Although chemical antiseptics are the most basic measure to control wound infection and frequently come into contact with subcutaneous adipose tissue, no studies have evaluated their toxicity on adipose tissue and its cell fractions. In the present study, the effects of five different antiseptics on adipose-derived stem cells were evaluated.

METHODS:

Human adipose-derived stem cells were harvested from healthy donors. Adipose-derived stem cell viability was measured after treatment with different concentrations of antiseptics over 5 days.
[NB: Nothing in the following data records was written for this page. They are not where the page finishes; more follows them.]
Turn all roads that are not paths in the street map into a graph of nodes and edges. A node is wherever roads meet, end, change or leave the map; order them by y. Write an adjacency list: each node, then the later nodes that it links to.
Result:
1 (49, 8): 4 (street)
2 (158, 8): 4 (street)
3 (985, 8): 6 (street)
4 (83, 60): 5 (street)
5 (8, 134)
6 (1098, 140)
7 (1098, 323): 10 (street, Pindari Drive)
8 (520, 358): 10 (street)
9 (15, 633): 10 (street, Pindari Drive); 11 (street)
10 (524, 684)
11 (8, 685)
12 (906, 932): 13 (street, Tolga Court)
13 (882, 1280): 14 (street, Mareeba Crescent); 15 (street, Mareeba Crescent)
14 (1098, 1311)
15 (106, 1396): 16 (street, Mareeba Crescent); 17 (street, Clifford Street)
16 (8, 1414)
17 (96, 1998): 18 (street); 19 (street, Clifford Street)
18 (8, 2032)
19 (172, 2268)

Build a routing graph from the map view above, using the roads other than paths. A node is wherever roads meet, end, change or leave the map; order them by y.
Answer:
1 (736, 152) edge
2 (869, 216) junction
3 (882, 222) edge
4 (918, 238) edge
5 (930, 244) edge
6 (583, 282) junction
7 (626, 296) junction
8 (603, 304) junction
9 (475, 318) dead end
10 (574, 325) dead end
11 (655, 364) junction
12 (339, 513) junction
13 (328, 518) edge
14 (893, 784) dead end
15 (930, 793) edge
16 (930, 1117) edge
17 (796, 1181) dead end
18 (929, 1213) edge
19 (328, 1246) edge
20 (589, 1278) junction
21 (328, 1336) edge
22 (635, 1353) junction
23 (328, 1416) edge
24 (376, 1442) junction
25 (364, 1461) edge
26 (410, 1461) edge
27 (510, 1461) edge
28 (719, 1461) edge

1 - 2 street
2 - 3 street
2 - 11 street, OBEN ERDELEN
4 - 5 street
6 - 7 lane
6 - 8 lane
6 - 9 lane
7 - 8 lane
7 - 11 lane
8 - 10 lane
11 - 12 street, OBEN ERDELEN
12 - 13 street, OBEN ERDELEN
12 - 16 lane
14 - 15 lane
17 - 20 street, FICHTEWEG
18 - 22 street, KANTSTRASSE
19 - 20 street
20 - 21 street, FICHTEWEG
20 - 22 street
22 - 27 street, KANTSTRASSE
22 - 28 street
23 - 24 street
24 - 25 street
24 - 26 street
Furthermore, the effect on the proliferation, adipogenic differentiation, and apoptosis/necrosis of adipose-derived stem cells was analyzed. Finally, the mRNA expression of the stem cell markers CD29, CD34, CD73, CD90, and CD105 was detected.

RESULTS:

Octenisept and Betaisodona significantly reduced cell proliferation and differentiation and led to considerable adipose-derived stem cell necrosis. Octenisept decreased stem cell viability at the lowest concentrations tested, and all stem cell markers were down-regulated by Octeniseptr and Betaisodona. Lavasept and Prontosan both led to reduced stem cell viability, proliferation, and differentiation, and increased apoptosis/necrosis, although the effects were less pronounced compared with Octenisept and Betaisodona. Adipose-derived stem cells survived treatment with mafenide acetate even at high concentrations, and mafenide acetate showed minimal negative effects on their proliferation, adipogenic differentiation, cell death, and stem cell marker expression.

CONCLUSIONS:

Mafenide acetate may be regarded as a feasible antiseptic for the treatment of wounds with exposed adipose tissue because of its low adipose-derived stem cell toxicity. Lavasept and Prontosan are possible alternatives to mafenide acetate. Octenisept and Betaisodona, by contrast, may be used only in highly diluted solutions.

CLINICAL QUESTION/LEVEL OF EVIDENCE:

Therapeutic, V.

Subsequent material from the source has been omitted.